Preferred Issues: A Balancing Act on Retail Service Fees

Trapped between the desire to retain business through improved customer relations and the need to tap new sources of revenue, many financial companies are considering whether — and how — they can get consumers to pay for basic services.

For the past year, many banks and nonbanks have been quietly raising fees for such things as automated teller machine use and late payments. At the same time, banking companies have been introducing with some fanfare free checking accounts to gain share in new markets, and they have been waiving some account fees for so-called “good customers.”

Are these two trends contradictory? Not at all.

The trick is to do it carefully.

“Over the last 12 months banks have been looking to satisfy retail customers, because revenue growth is being challenged,” said Gerard Cassidy, an analyst at Tucker Anthony Cleary Gull. “They don’t want to lose the customers they have,” and they realize that service can help retain them, Mr. Cassidy said.

“Five or six years ago, the buzz was restructuring,” said Michael Mayo, an analyst at Prudential Securities. “It’s ironic to think of how things have come around, and now everyone’s talking about customer service.”

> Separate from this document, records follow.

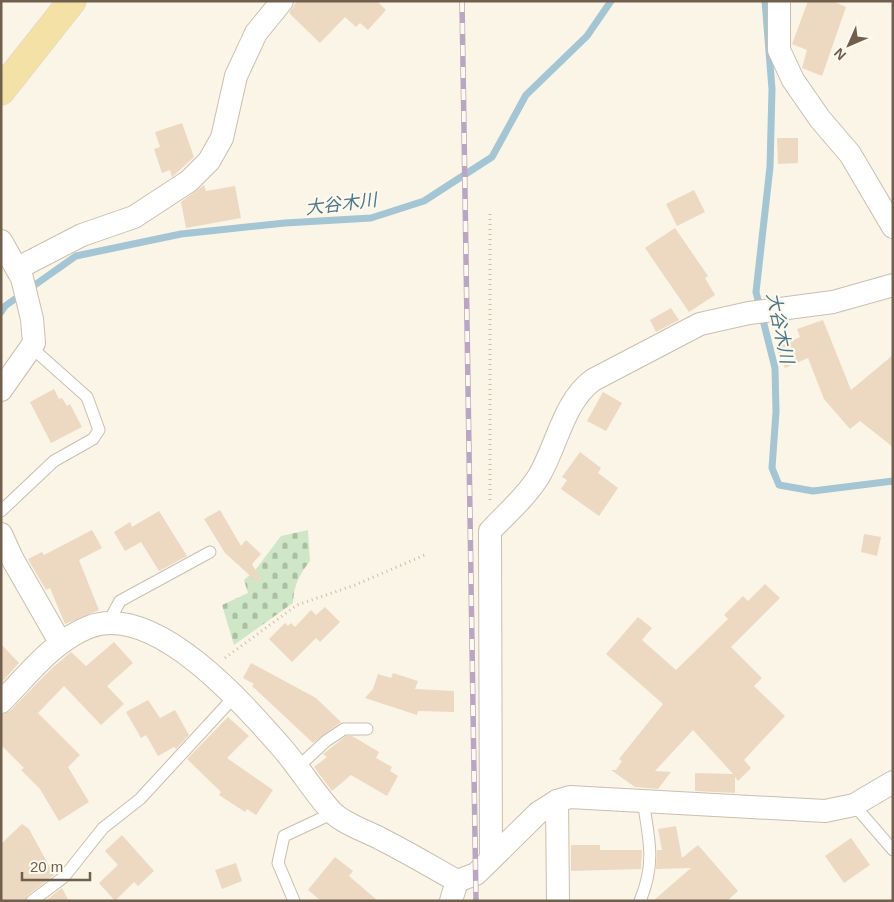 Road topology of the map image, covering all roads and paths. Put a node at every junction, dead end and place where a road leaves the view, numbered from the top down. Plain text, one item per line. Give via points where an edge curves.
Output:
1 (72, 1) edge
2 (282, 1) edge
3 (779, 1) edge
4 (1, 91) edge
5 (490, 211) dead end
6 (893, 227) edge
7 (1, 241) edge
8 (20, 273) junction
9 (893, 285) edge
10 (32, 348) junction
11 (1, 390) edge
12 (1, 511) edge
13 (490, 530) junction
14 (1, 534) edge
15 (210, 552) dead end
16 (427, 554) dead end
17 (109, 621) junction
18 (60, 642) junction
19 (208, 671) junction
20 (234, 696) junction
21 (1, 702) edge
22 (367, 729) dead end
23 (298, 768) junction
24 (893, 782) edge
25 (557, 801) junction
26 (644, 801) junction
27 (854, 805) junction
28 (333, 813) junction
29 (893, 850) edge
30 (491, 859) junction
31 (454, 891) edge
32 (32, 901) edge
33 (294, 901) edge
34 (558, 901) edge
35 (640, 901) edge

1 - 4 main road
2 - 8 street via 256,33 236,76 222,138 210,161 188,181 134,217 82,235
3 - 6 street via 779,50 792,80 850,154
5 - 13 path
7 - 8 street
8 - 10 street via 32,319
9 - 13 street via 833,302 700,324 594,380 572,402 558,439 529,491
10 - 11 street
10 - 12 lane via 86,397 99,430 93,440 54,461
13 - 30 street
14 - 18 street
15 - 17 lane via 120,601
16 - 19 path via 297,605
17 - 18 street
17 - 19 street via 138,626 179,648
18 - 21 street
19 - 20 street
20 - 23 street
20 - 32 lane via 140,799 104,828 64,877
22 - 23 lane via 344,729
23 - 28 street
24 - 27 street
25 - 26 street via 570,797
25 - 30 street via 538,813
25 - 34 street
26 - 27 street via 825,811
26 - 35 lane via 652,857
27 - 29 lane
28 - 31 street
28 - 33 lane via 284,836 278,862
30 - 31 street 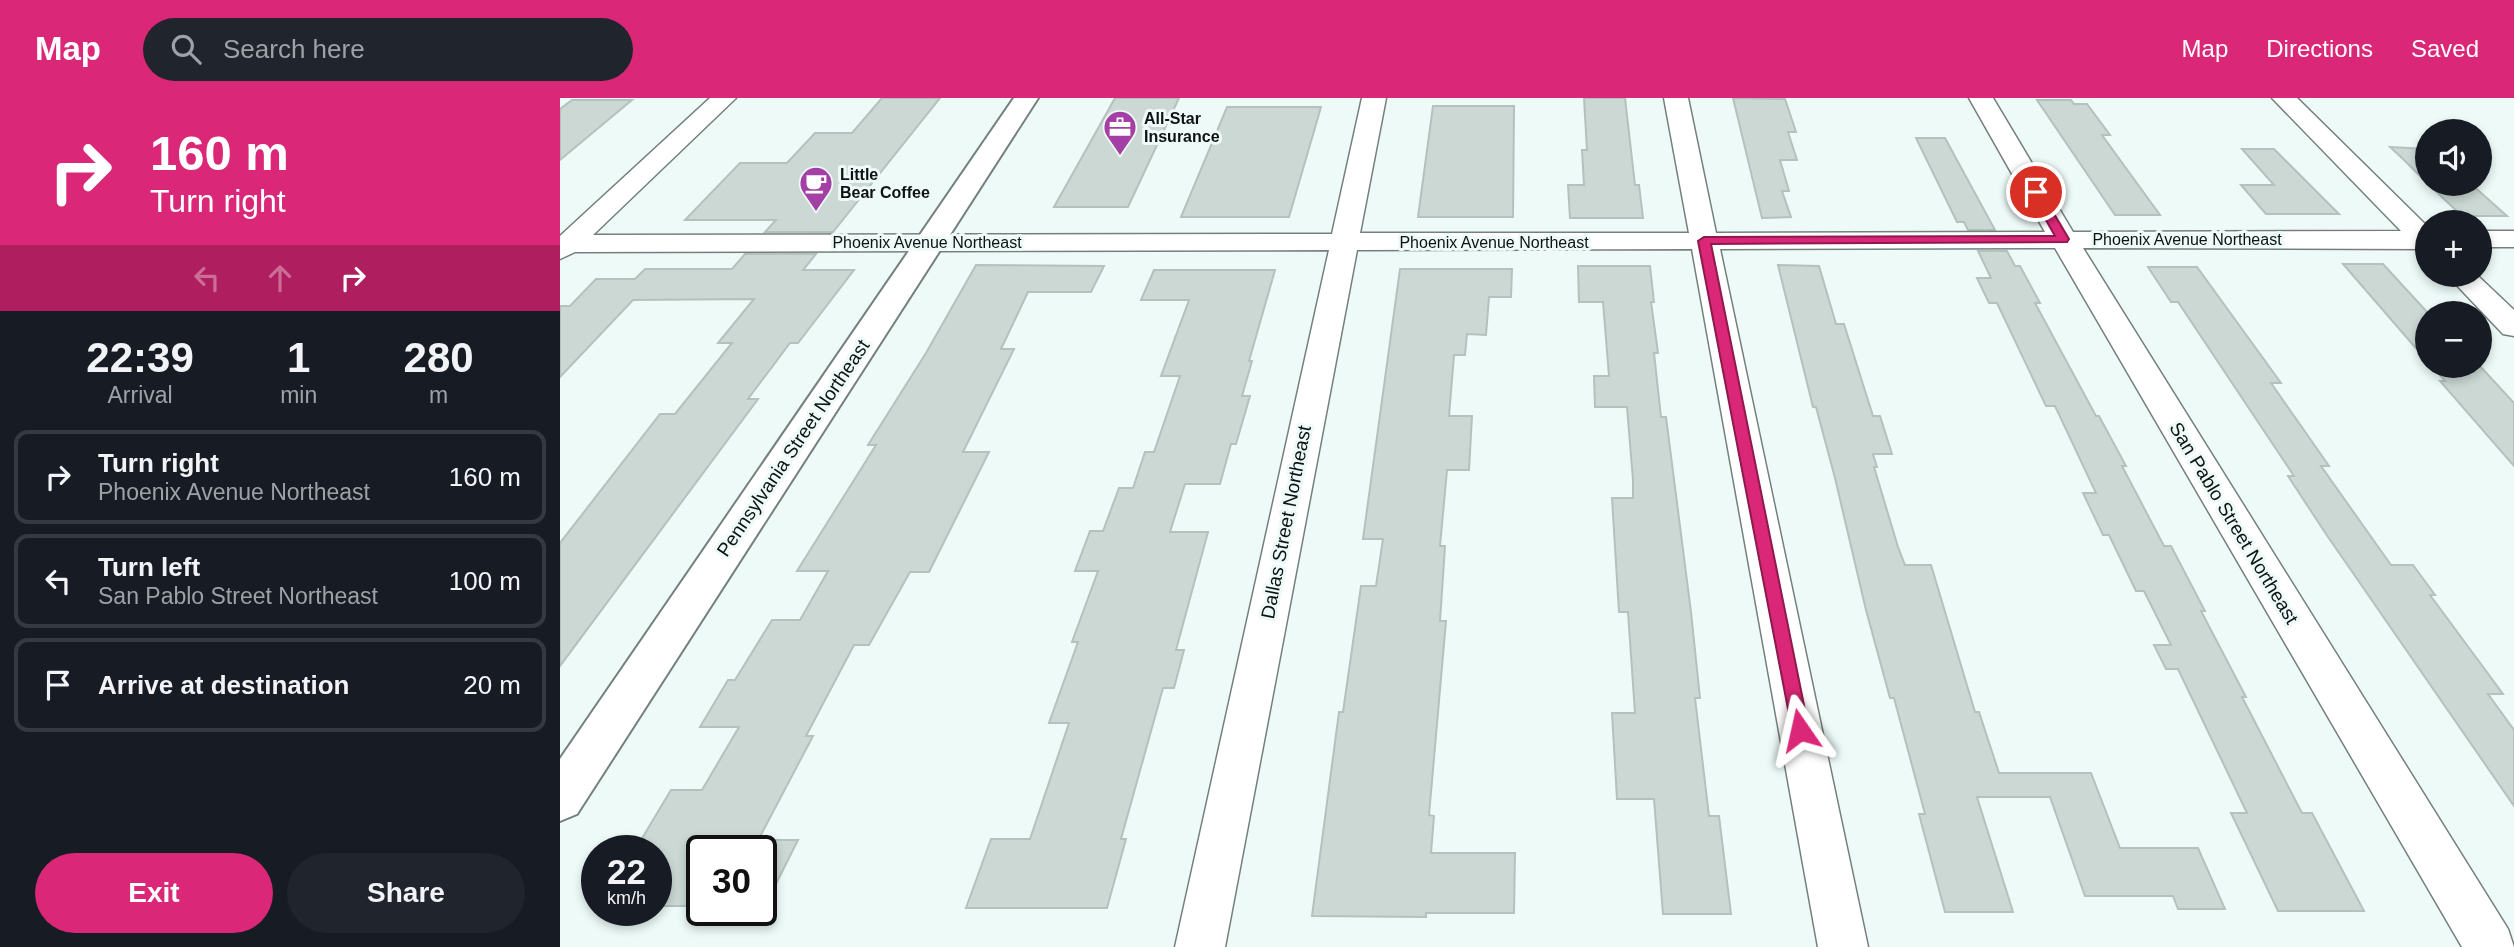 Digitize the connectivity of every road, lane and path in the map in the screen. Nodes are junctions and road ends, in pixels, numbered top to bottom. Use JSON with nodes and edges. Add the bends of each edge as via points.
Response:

Facing a sharp slowdown in business from once high-flying brokerage and investment banking activities, many banking companies are putting a renewed focus on more traditional banking services, like deposit business, to fill the revenue void. FleetBoston Financial Corp., for example, is reviewing its consumer products and making adjustments to pricing and features — including minimum balance requirements for accounts. The changes are part of a much broader customer service improvement initiative meant to boost revenues by keeping current customers from bolting to smaller competitors.

“We are evolving the way we handle product and pricing,” said Robert Hedges, a Fleet senior vice president and head of retail distribution, in a recent interview.

For Fleet, the project comes as it tries to welcome new customers from recently acquired Summit Bancorp into the fold, while at the same time hold onto its leading market share in New England. Fleet, like many other large U.S. banking companies, has also had to contend with a sharp decline in revenues from capital markets and brokerage activities.

American Express Co. has recently ladled fees and additional penalty pricing onto its revolving credit card products, which include the Optima line, the popular Blue smart card, and the cobranded Delta SkyMiles card. People who have made late payments will see hikes in their annual percentage rates next year, delinquency fees will be charged sooner, and grace periods will be shortened. Fees are being added in some cases for certain transactions, such as cash withdrawals from ATMs and other cash advances.

Elsewhere, other banking companies are competing for what would once have been considered undesirable business — low profit account holders who bounce checks and keep minimal balances. Charter One Financial Corp. and National City Corp., both of Cleveland, are offering to cut back on fees charged to customers fitting that description, all in the name of good customer relations. The theory being: the word of mouth benefits of reducing fees for even unprofitable customers will lure more business. Plus, there’s also the hope that some of the deadbeats will evolve into more responsible — read more profitable — customers.

For years the conventional wisdom has been that banks should segment consumers and price services according to the varying degrees of profitability. Customers with more than one account at the bank would benefit from reduced or no fees for their multiple services, while customers with just minimal ties would be charged access fees depending on how many services they requested

That thinking might be evolving as banks realize that even the most tangential, least profitable customers have the potential to change for the better. “There was the word-of-mouth effect,” said Thomas Brown, president of Second Curve Capital in New York. “The companies that have grown deposit fees the most in the last few years are the ones that did not have the nuisance fees.”

Of course, banks are still reaping plenty of money in fees. In the second quarter, for example, Charter One credited a 22% jump in “deposit related revenue” for a 17% jump in revenues from retail banking. National City said deposit service charges in the second quarter rose 8% compared to a 1% gain in all fee income.

Marni Pont O’Doherty, an analyst at Keefe Bruyette & Woods, said other banks, including BB&T Corp., Regions Financial Corp., and SouthWest Bank of Texas have been raising fees and benefiting from a boon in deposit charges. “The sexiest fee in the business in the second quarter was the bounced check fee,” Ms. O’Doherty said.